Articles tagged with: des moines financial advisor

Pension Plans & Derisking

Corporations are transferring pension liabilities to third parties.  Where does this leave retirees?

A new phrase has made its way into the contemporary financial jargon: derisking. Anyone with assets in an old-school pension plan should know what that phrase signifies.

The derisking trend began in 2012. In that year, Ford Motor Co. made a controversial offer to its retirees and ex-employees: it asked them if they wanted to take their pensions as lump sums rather than monthly payments. Basically, Ford realized it could someday owe these former workers more than its pension plan could pay out. The move was clearly motivated by the bottom line, and other corporations quickly imitated it.1

If you work for a major employer that sponsors a pension plan, you may soon face this choice if you haven’t already. By handing over longstanding pension liabilities to a third party (i.e., a major insurance company), the pension plan sponsor unloads a risky financial obligation.

In theory, retired employees tended this kind of offer gain added flexibility when it comes to their pension: a lot of money now, or monthly payments from the insurer for years to come. Does the lump sum constitute a sweet deal for the retiree? Not necessarily.

If you are offered a lump sum pension payment, should you accept it? Making this kind of pension decision is akin to deciding when to claim Social Security – you’ve got to look at many variables beforehand. Whatever choice you make will likely be irrevocable.2

What’s the case for rejecting a lump sum offer? You can express it in three words: lifetime income stream. Do you really want to forego decades of scheduled pension payments to take (potentially) less money now? You could possibly create an income stream off of the lump sum, of course – but why go through the rigmarole of that if you’re already getting monthly checks to begin with?
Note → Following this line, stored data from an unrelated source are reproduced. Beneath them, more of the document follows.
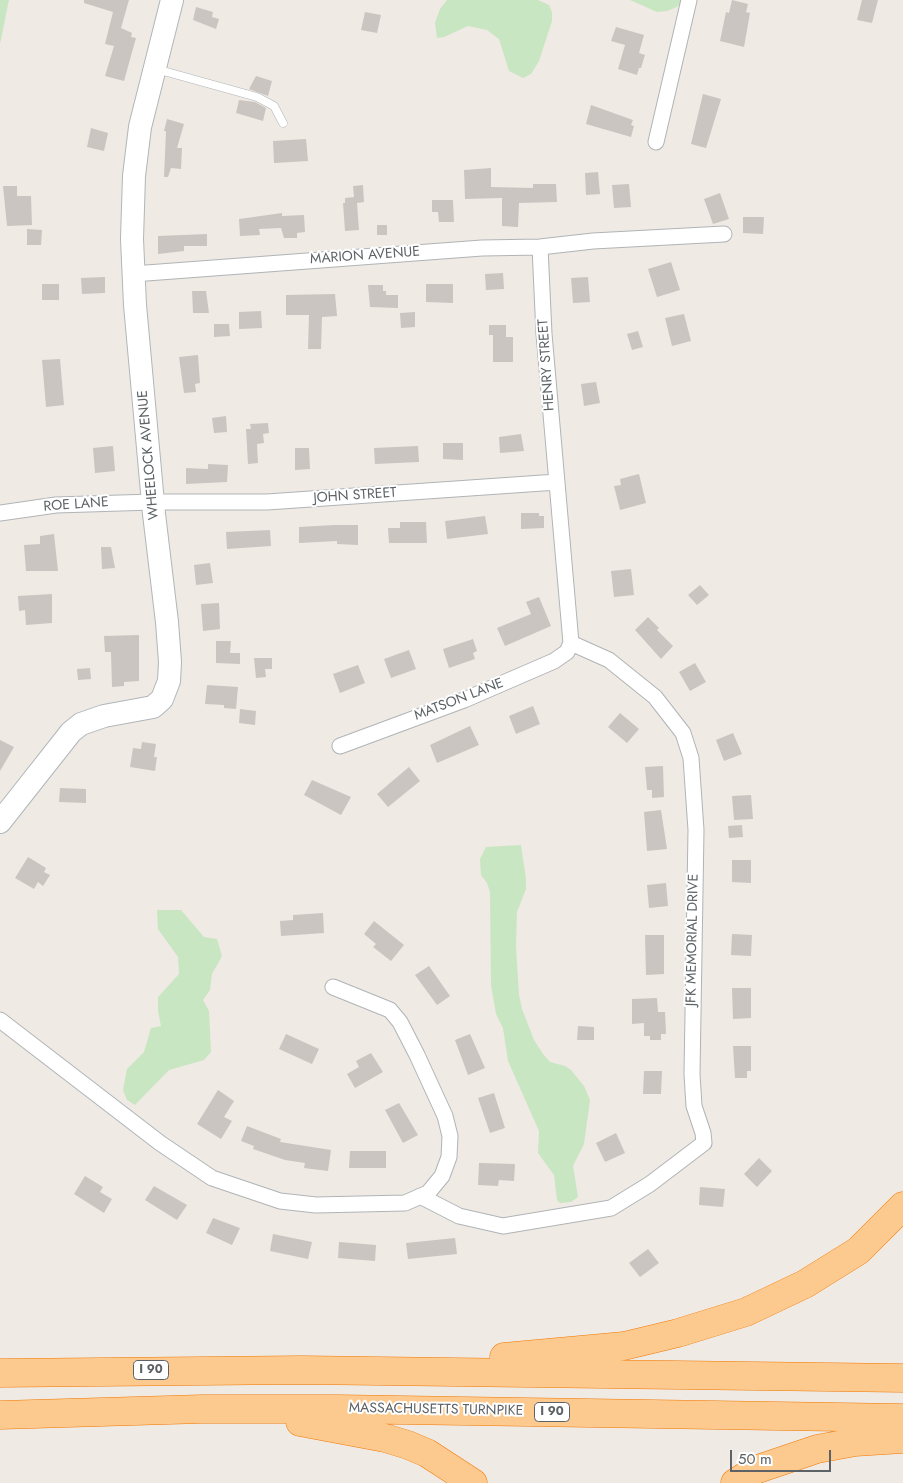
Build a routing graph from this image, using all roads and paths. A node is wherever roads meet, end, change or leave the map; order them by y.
1 (172, 0) edge
2 (690, 0) edge
3 (154, 69) junction
4 (283, 123) dead end
5 (656, 142) dead end
6 (724, 234) dead end
7 (540, 247) junction
8 (133, 274) junction
9 (557, 482) junction
10 (153, 502) junction
11 (0, 513) edge
12 (571, 643) junction
13 (340, 746) dead end
14 (0, 822) edge
15 (333, 987) dead end
16 (0, 1020) edge
17 (420, 1196) junction
18 (903, 1206) edge
19 (302, 1370) junction
20 (0, 1374) edge
21 (903, 1378) edge
22 (202, 1409) junction
23 (0, 1416) edge
24 (903, 1418) edge
25 (903, 1439) edge
26 (474, 1483) edge
27 (735, 1483) edge

1 - 3 street, WHEELOCK AVENUE
2 - 5 street
3 - 4 lane
3 - 8 street, WHEELOCK AVENUE
6 - 7 street, MARION AVENUE
7 - 8 street, MARION AVENUE
7 - 9 street, HENRY STREET
8 - 10 street, WHEELOCK AVENUE
9 - 10 street, JOHN STREET
9 - 12 street
10 - 11 street, ROE LANE
10 - 14 street, WHEELOCK AVENUE
12 - 13 street, MATSON LANE
12 - 17 street, JFK MEMORIAL DRIVE
15 - 17 street
16 - 17 street
18 - 19 highway
19 - 20 highway, I 90
19 - 21 highway, I 90
22 - 23 highway, MASSACHUSETTS TURNPIKE / I 90
22 - 24 highway, MASSACHUSETTS TURNPIKE / I 90
22 - 26 highway
25 - 27 highway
As American longevity is increasing, you may spend 20, 30, or even 40 years retired. If you are risk-averse and healthy, turning down decades of consistent income may have little appeal. Moreover, if you are female you have a decent chance of living into your nineties – and an income stream intended to last as long as you do sounds pretty nice, doesn’t it? If you are single or your spouse has very little in the way of assets, this too reinforces the argument for keeping the payment stream in place.

Also, maybe you just like the way things are going. If you don’t want the responsibility that goes with reinvesting a huge sum of money, you aren’t alone.

What’s the argument for taking a lump sum? Sometimes a salaried retiree is in poor health or facing a money problem. If this is your situation, then it may make sense to claim more of your pension dollars now.

On the other hand, you may elect to take the lump sum out of opportunity. You may base your choice on timing rather than time.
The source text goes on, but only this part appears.